Supplied data —
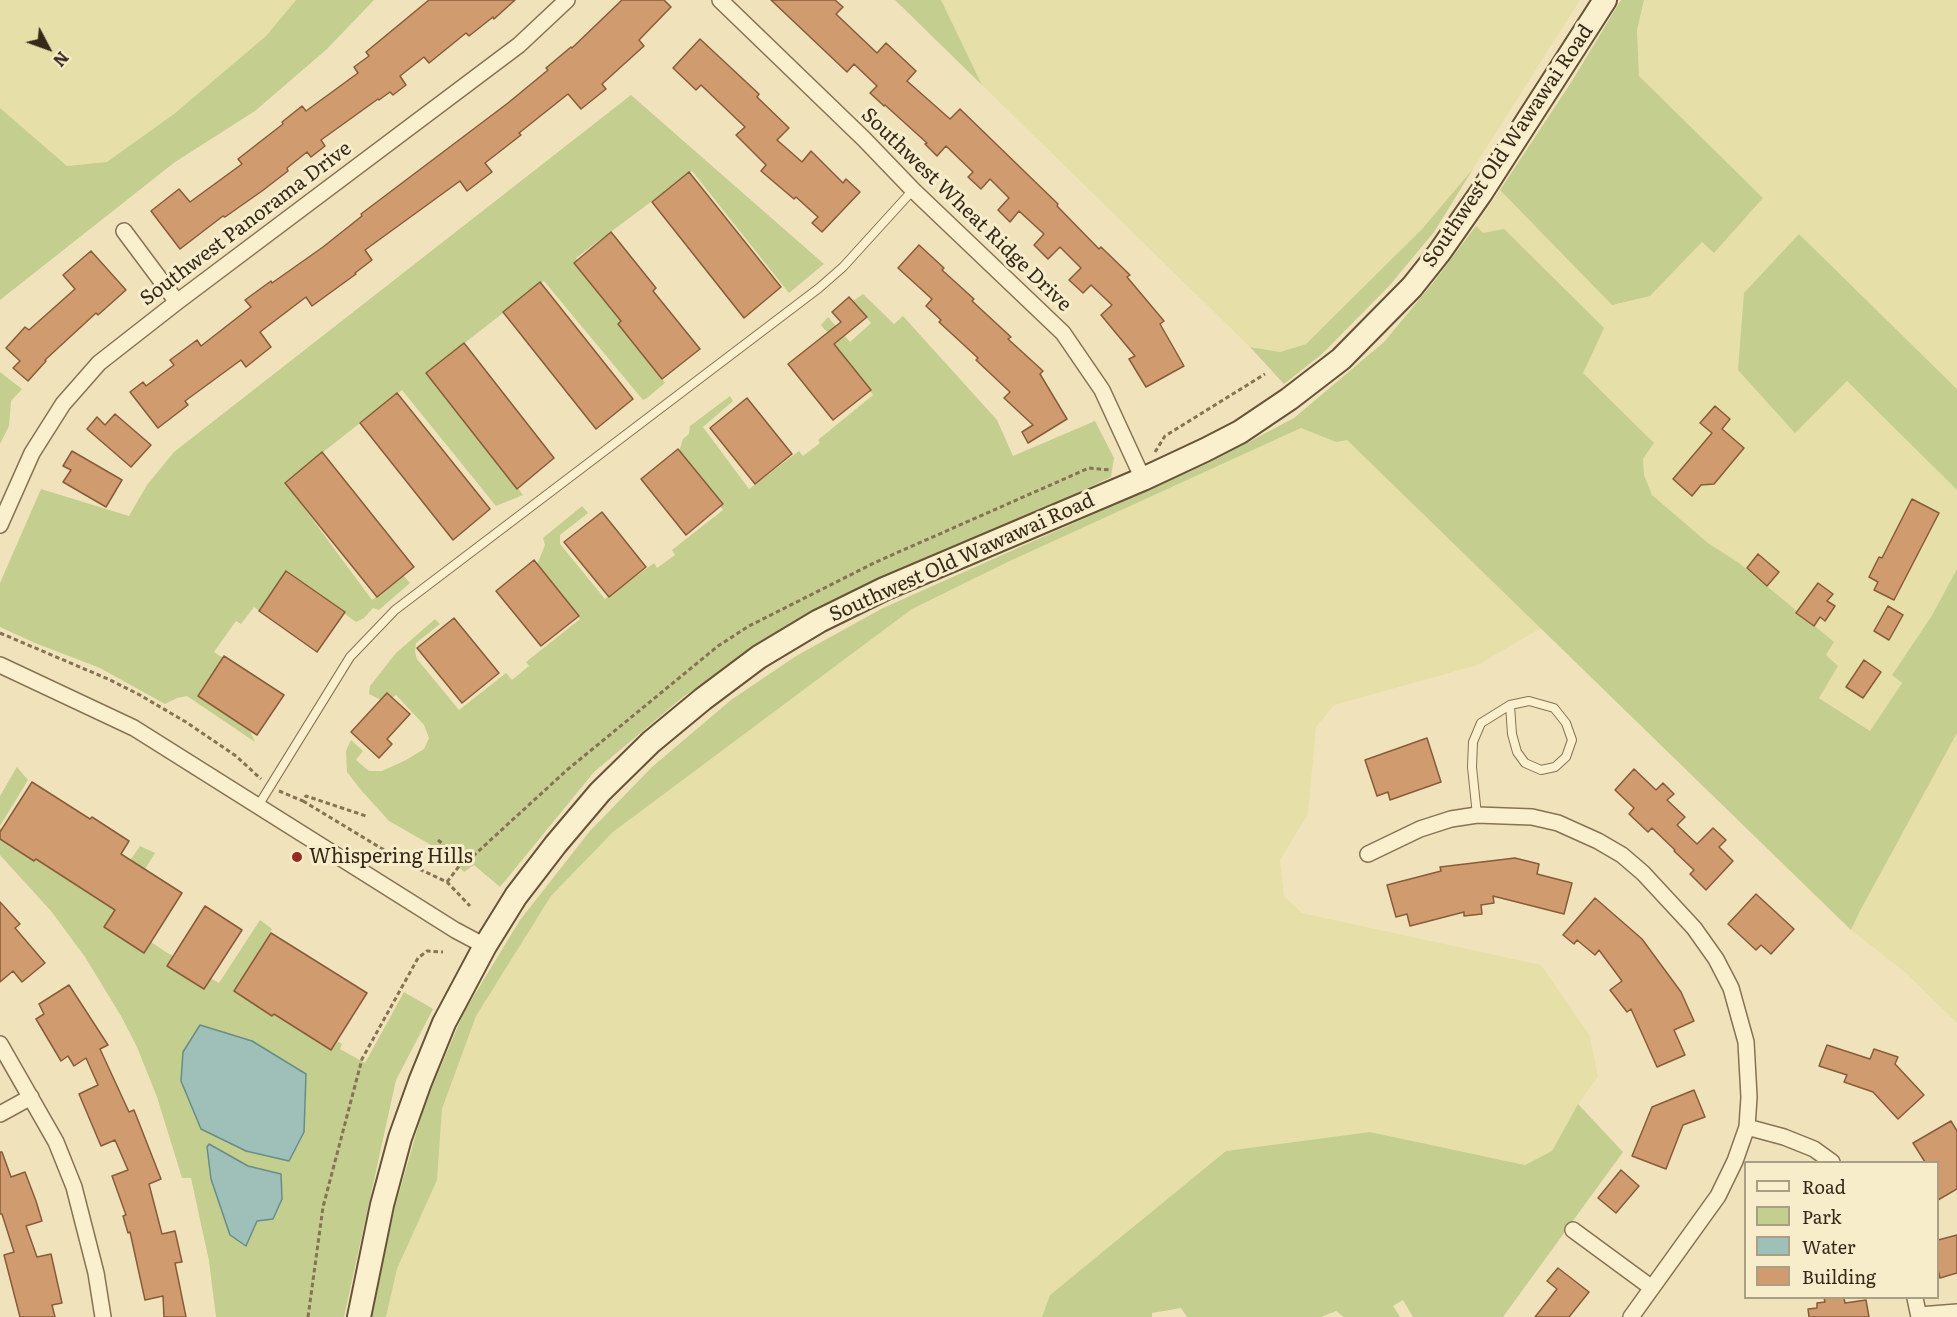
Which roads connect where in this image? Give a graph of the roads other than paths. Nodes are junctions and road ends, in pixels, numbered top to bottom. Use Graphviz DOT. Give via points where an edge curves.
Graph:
graph roads {
  1 [pos="567,0"];
  2 [pos="720,0"];
  3 [pos="1605,0"];
  4 [pos="912,190"];
  5 [pos="124,231"];
  6 [pos="177,302"];
  7 [pos="1143,479"];
  8 [pos="0,525"];
  9 [pos="0,665"];
  10 [pos="1510,705"];
  11 [pos="258,806"];
  12 [pos="1478,815"];
  13 [pos="1368,854"];
  14 [pos="485,946"];
  15 [pos="0,1044"];
  16 [pos="31,1097"];
  17 [pos="0,1114"];
  18 [pos="1747,1127"];
  19 [pos="1831,1161"];
  20 [pos="1574,1230"];
  21 [pos="1652,1288"];
  22 [pos="1915,1299"];
  23 [pos="1957,1312"];
  24 [pos="1919,1316"];
  25 [pos="103,1317"];
  26 [pos="359,1317"];
  27 [pos="1631,1317"];
  1 -- 6 [label="street, Southwest Panorama Drive" via="519,45"];
  2 -- 4 [label="street, Southwest Wheat Ridge Drive"];
  3 -- 7 [label="main road, Southwest Old Wawawai Road" via="1481,193 1439,253 1385,315 1341,359 1250,426"];
  4 -- 7 [label="street, Southwest Wheat Ridge Drive" via="1063,333 1102,390"];
  4 -- 11 [label="lane" via="819,288 395,610 350,657"];
  5 -- 6 [label="street"];
  6 -- 8 [label="street, Southwest Panorama Drive" via="99,363 63,404 32,453"];
  7 -- 14 [label="main road, Southwest Old Wawawai Road" via="884,589 759,657 651,742 600,792 516,896"];
  9 -- 11 [label="street" via="134,728"];
  10 -- 10 [label="lane" via="1529,701 1554,708 1566,723 1572,740 1566,757 1555,767 1541,770 1525,762 1517,752"];
  10 -- 12 [label="lane" via="1481,723 1473,742"];
  11 -- 14 [label="street"];
  12 -- 13 [label="street" via="1420,829"];
  12 -- 18 [label="street" via="1540,819 1598,841 1643,873 1694,928 1726,978 1740,1017 1748,1068"];
  14 -- 26 [label="main road, Southwest Old Wawawai Road" via="444,1023 400,1138"];
  15 -- 16 [label="street"];
  16 -- 17 [label="street"];
  16 -- 25 [label="street" via="56,1142 74,1187"];
  18 -- 19 [label="street" via="1814,1149"];
  18 -- 21 [label="street" via="1718,1196"];
  20 -- 21 [label="street"];
  21 -- 27 [label="street"];
  22 -- 24 [label="street"];
  23 -- 24 [label="street"];
}
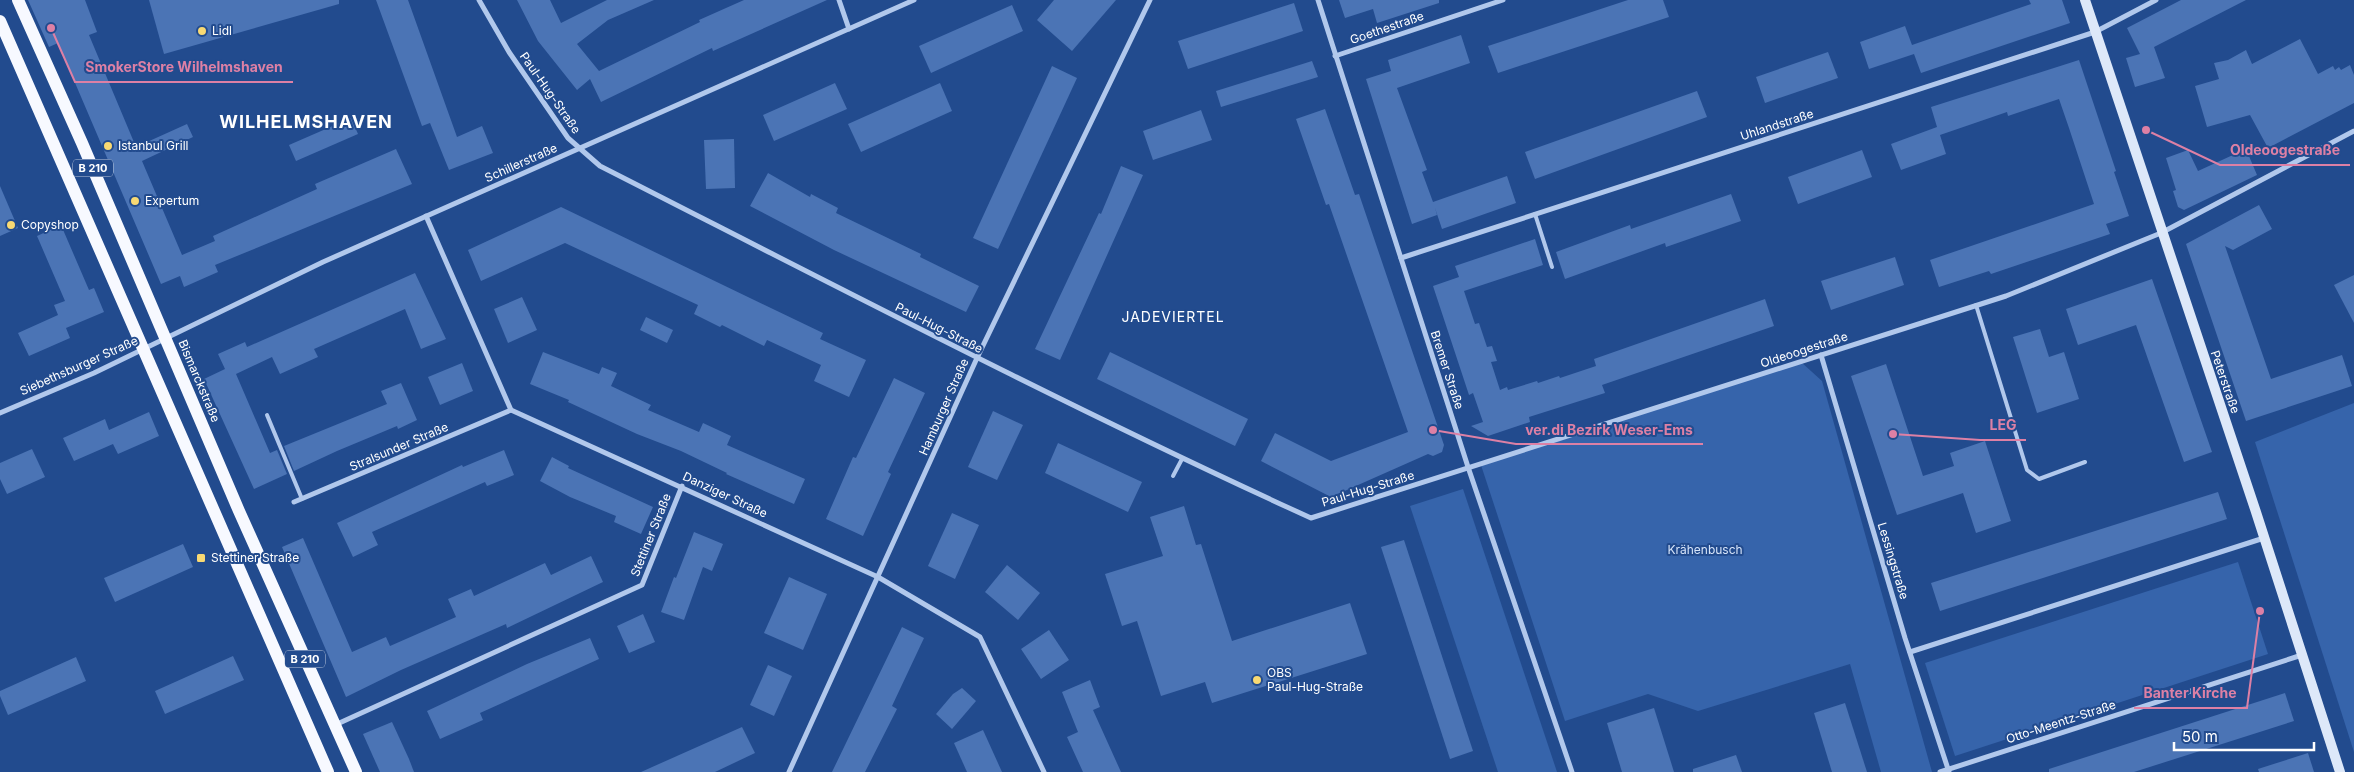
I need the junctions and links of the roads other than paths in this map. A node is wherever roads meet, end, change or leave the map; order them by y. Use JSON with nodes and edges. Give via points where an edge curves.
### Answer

Work to complete —
Would you copy each line above exactly as given, dropping any images?

Solved exercise —
Which roads connect where in this image? Give a graph of the roads other than paths. Nodes are junctions and road ends, in pixels, numbered top to bottom. Use Graphviz DOT. Give via points where an edge curves.
Graph:
graph roads {
  1 [pos="567,0"];
  2 [pos="720,0"];
  3 [pos="1605,0"];
  4 [pos="912,190"];
  5 [pos="124,231"];
  6 [pos="177,302"];
  7 [pos="1143,479"];
  8 [pos="0,525"];
  9 [pos="0,665"];
  10 [pos="1510,705"];
  11 [pos="258,806"];
  12 [pos="1478,815"];
  13 [pos="1368,854"];
  14 [pos="485,946"];
  15 [pos="0,1044"];
  16 [pos="31,1097"];
  17 [pos="0,1114"];
  18 [pos="1747,1127"];
  19 [pos="1831,1161"];
  20 [pos="1574,1230"];
  21 [pos="1652,1288"];
  22 [pos="1915,1299"];
  23 [pos="1957,1312"];
  24 [pos="1919,1316"];
  25 [pos="103,1317"];
  26 [pos="359,1317"];
  27 [pos="1631,1317"];
  1 -- 6 [label="street, Southwest Panorama Drive" via="519,45"];
  2 -- 4 [label="street, Southwest Wheat Ridge Drive"];
  3 -- 7 [label="main road, Southwest Old Wawawai Road" via="1481,193 1439,253 1385,315 1341,359 1250,426"];
  4 -- 7 [label="street, Southwest Wheat Ridge Drive" via="1063,333 1102,390"];
  4 -- 11 [label="lane" via="819,288 395,610 350,657"];
  5 -- 6 [label="street"];
  6 -- 8 [label="street, Southwest Panorama Drive" via="99,363 63,404 32,453"];
  7 -- 14 [label="main road, Southwest Old Wawawai Road" via="884,589 759,657 651,742 600,792 516,896"];
  9 -- 11 [label="street" via="134,728"];
  10 -- 10 [label="lane" via="1529,701 1554,708 1566,723 1572,740 1566,757 1555,767 1541,770 1525,762 1517,752"];
  10 -- 12 [label="lane" via="1481,723 1473,742"];
  11 -- 14 [label="street"];
  12 -- 13 [label="street" via="1420,829"];
  12 -- 18 [label="street" via="1540,819 1598,841 1643,873 1694,928 1726,978 1740,1017 1748,1068"];
  14 -- 26 [label="main road, Southwest Old Wawawai Road" via="444,1023 400,1138"];
  15 -- 16 [label="street"];
  16 -- 17 [label="street"];
  16 -- 25 [label="street" via="56,1142 74,1187"];
  18 -- 19 [label="street" via="1814,1149"];
  18 -- 21 [label="street" via="1718,1196"];
  20 -- 21 [label="street"];
  21 -- 27 [label="street"];
  22 -- 24 [label="street"];
  23 -- 24 [label="street"];
}
I need the junctions and links of the roads other than paths in this map. A node is wherever roads meet, end, change or leave the map; order them by y. Use JSON with nodes and edges. Give via points where an edge curves.
### Answer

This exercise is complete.